A la mañana siguiente y después de desayunar en una cafetería del barrio, me dirijo a Beacon Hill, un barrio tranquilo de calles estrechas y adoquinadas, uno de los más antiguos de Boston y donde vivieron Sylvia Plath y Ted Hughes en 1958. Una vez frente a la casa de ladrillo visto, con un ventanal ovalado, veo a Plath con la intención de dedicar todo su tiempo libre a escribir, después de casarse, con todas las ganas, rodeada de farolas de gas que permanecen encendidas todo el día y jardineras que lucen bien podadas. «Estamos invirtiendo todo nuestro tiempo en nada más que escribir» escribió Plath a un amigo. Y así lo hicieron. Durante el año y medio que vivieron en Beacon Hill, Plath compiló una primera colección de poemas y Hughes enseñó poesía en la Universidad de Massachusetts. Plath recibió su primera aceptación en The New Yorker. Hughes ganó el Premio Guinness de Poesía. Esto fue dos años después de su notorio matrimonio y cinco años antes de que Plath se suicidara. Examino el edificio y la galería que queda a la izquierda. Plantas y extractores. No hay ninguna placa de Plath ni Hughes en 9 Willow Street. Mi mirada sube por los nueve pisos. Me pregunto en qué apartamento vivieron y si quién vive en él ahora sabe acerca de los antiguos inquilinos que la ocuparon. Quizás lo sepan y simplemente no les importe. Saco la cámara, retrocedo un poco e inmortalizo el momento.
Como soy una persona que se entusiasma fácilmente con nuevos retos, mientras me tomo el segundo café en Charles Street decido investigar las vidas de Plath y Hughes en el período de tiempo que vivieron aquí.
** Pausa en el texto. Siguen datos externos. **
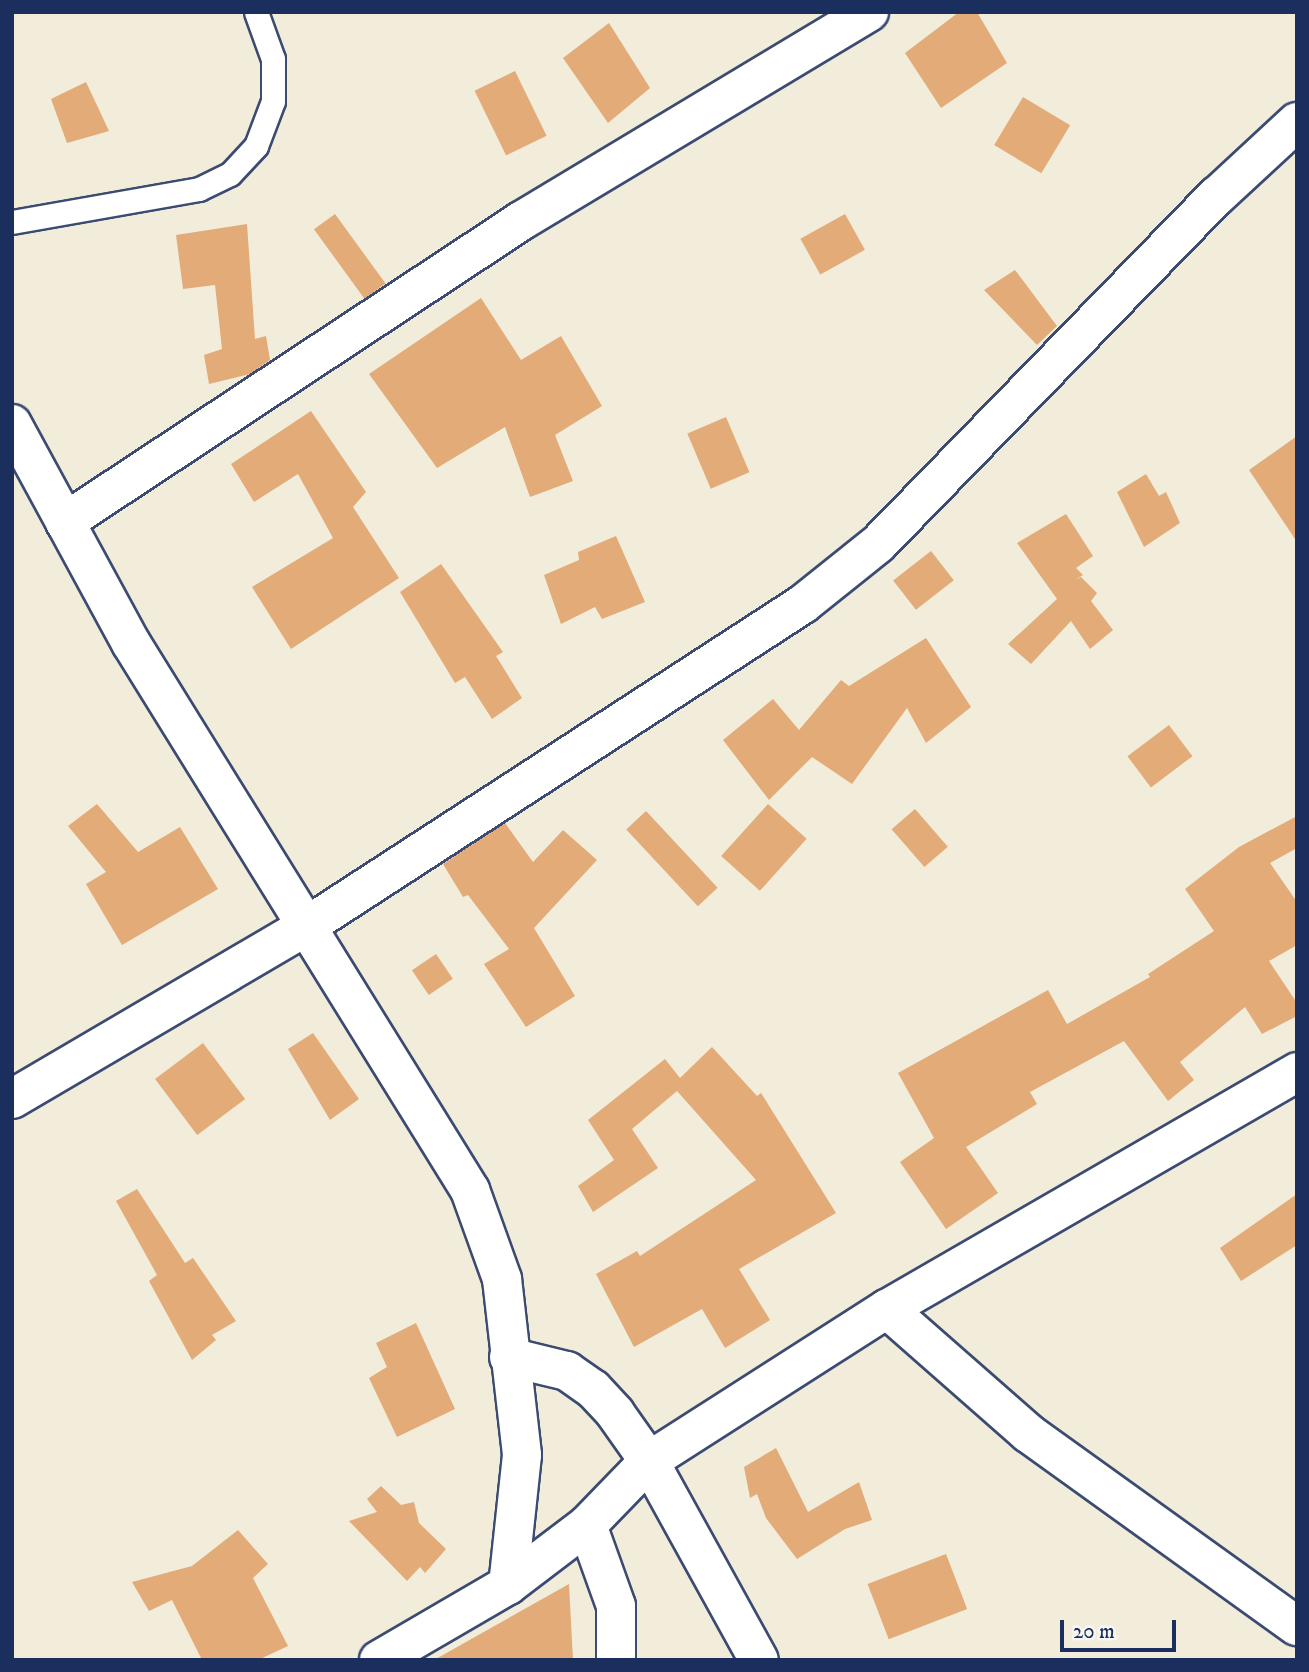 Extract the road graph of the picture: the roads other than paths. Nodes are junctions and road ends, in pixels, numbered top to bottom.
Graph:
1 (256, 12) edge
2 (869, 12) edge
3 (1297, 122) edge
4 (12, 222) edge
5 (12, 424) edge
6 (65, 522) junction
7 (307, 926) junction
8 (1297, 1072) edge
9 (12, 1099) edge
10 (887, 1309) junction
11 (509, 1357) junction
12 (649, 1461) junction
13 (586, 1525) junction
14 (508, 1586) junction
15 (1297, 1626) edge
16 (379, 1660) edge
17 (616, 1660) edge
18 (759, 1660) edge

1 - 4 lane
2 - 6 street
3 - 7 street
5 - 6 street
6 - 7 street
7 - 9 street
7 - 11 street
8 - 10 street
10 - 12 street
10 - 15 street
11 - 12 street
11 - 14 street
12 - 13 street
12 - 18 street
13 - 14 street
13 - 17 street
14 - 16 street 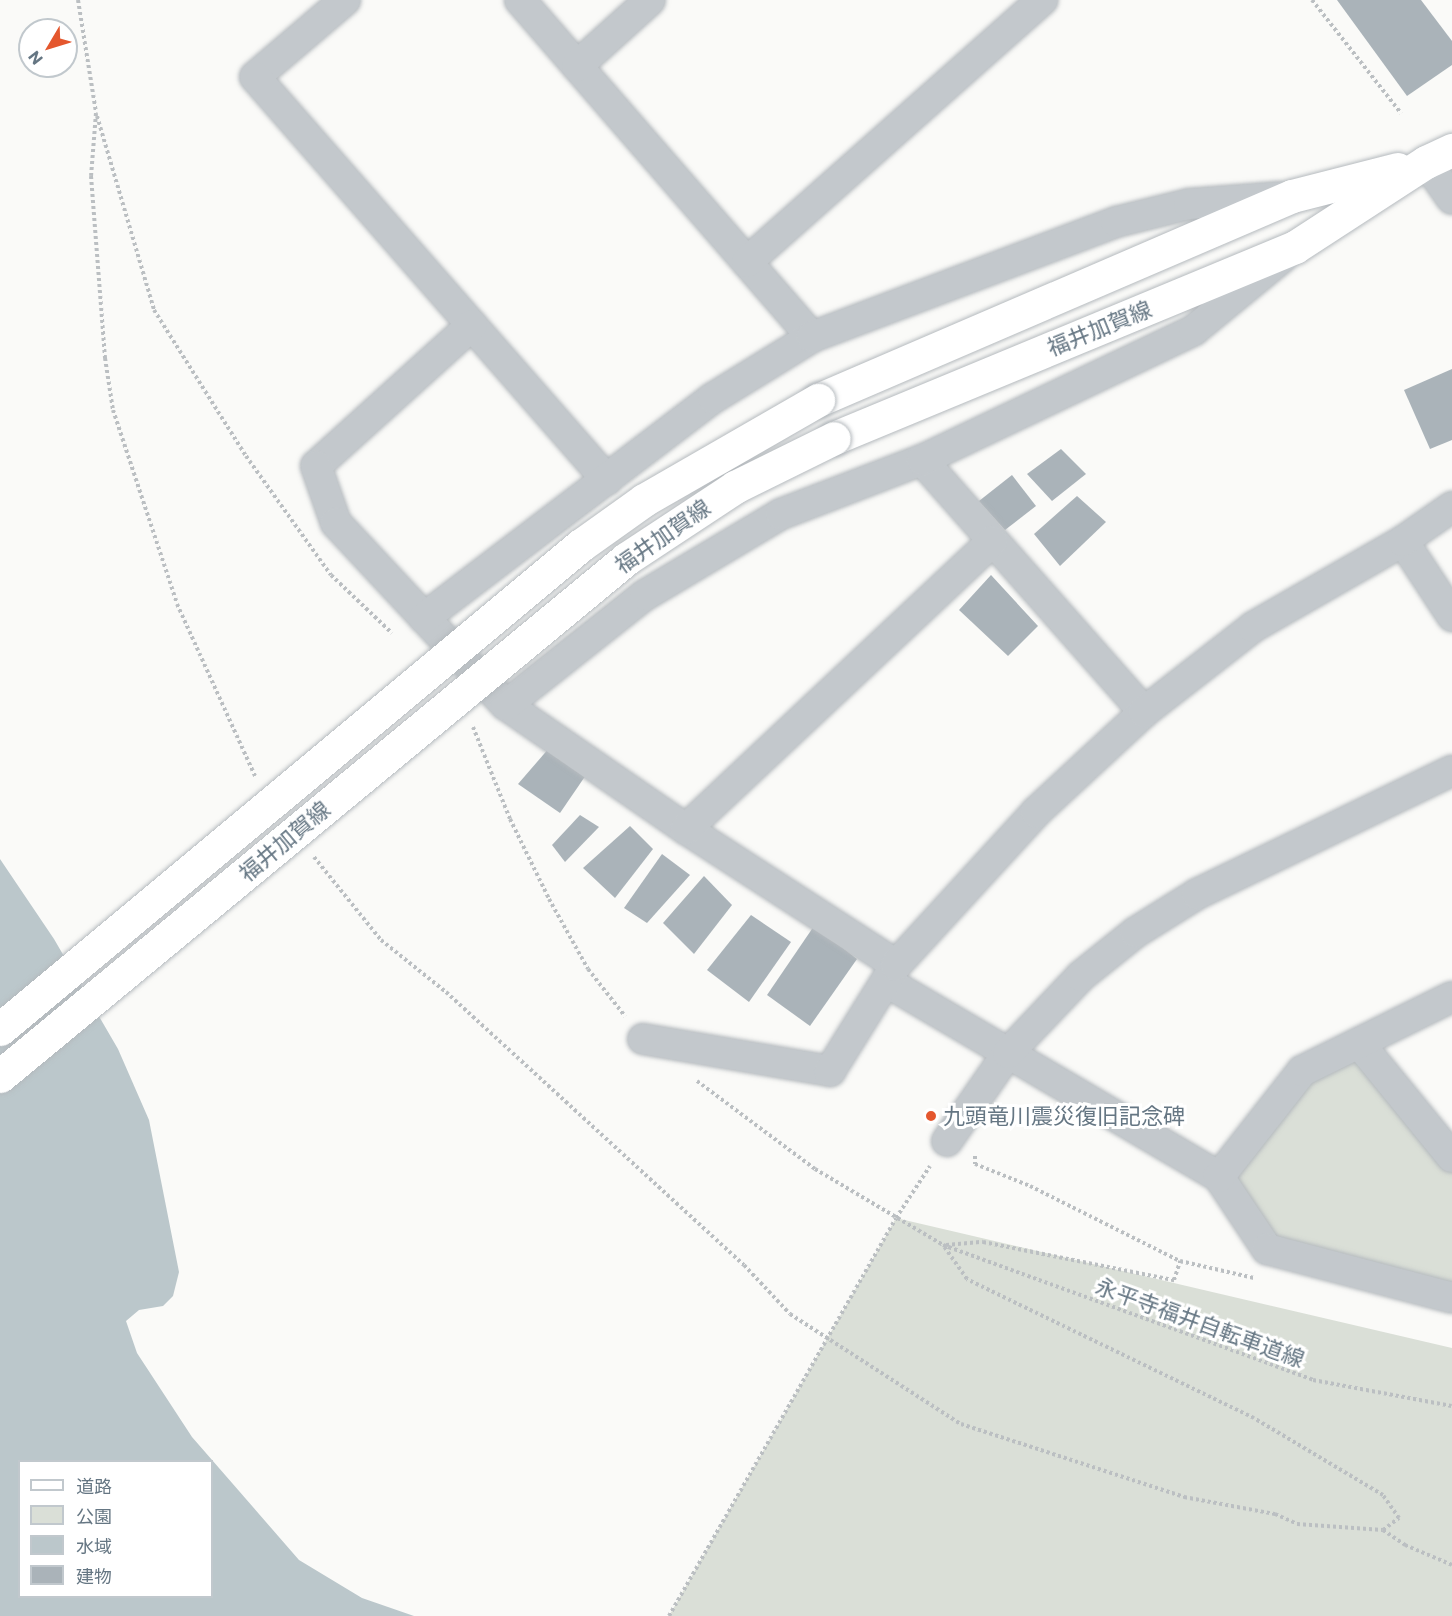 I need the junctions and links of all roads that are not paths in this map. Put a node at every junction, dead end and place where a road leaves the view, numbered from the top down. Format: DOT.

Así que después del último sorbo de café me enfundo los guantes de lana y camino 35 minutos hasta la Biblioteca Pública de Boston con mis Vans de plataforma, sintiéndome eufórica y satisfecha.
Una vez allí busco primeras ediciones entre las estanterías que van del suelo al techo hasta que finalmente me dejo asesorar por el bibliotecario. Le muestro mi lista de autoras y le comparto mi fantasía. Sonríe. Me recomienda: Eight American poets de Joel Conarroe, una primera edición de un poemario de Emily Dickinson de 1896, una edición de Live or Die de Anne Sexton del 66, Collected poems by Sylvia Plath del 81. En este último dice que puedo leer las notas referentes a la cronología de los poemas y me dice que en Cartas de cumpleaños de Hughes aparece un poema con el título: Willow Street. Tras buscarlo en el ordenador me dice que éste último no se encuentra disponible. En cierta forma me alegra poder aproximarme a ese momento solo desde los ojos de Sylvia. Me siento en una de las filas del centro de la bóveda y bajo la lámpara de color verde busco en el poemario de Plath el año 1958. Pienso en que ojalá tuviera el tiempo para dedicar meses a leer atentamente cada uno de estos libros.
Es fácil imaginar la línea del tiempo: el entusiasmo de Sylvia al inicio de ese año, los juegos estilísticos, la ironía en su escritura y las horas entre correcciones hasta llegar al punto de volver a agendar cita con su antigua psiquiatra Ruth Beutscher y finalizarlo atendiendo al seminario de escritura creativa de Robert Lowell junto a Anne Sexton.
Camino hasta el norte dando un paseo, escojo la ruta que bordea un gran parque. Pienso que agradable esta hora de la tarde. Mañana visitaré el cementerio donde están los restos de Anne Sexton y le llevaré flores.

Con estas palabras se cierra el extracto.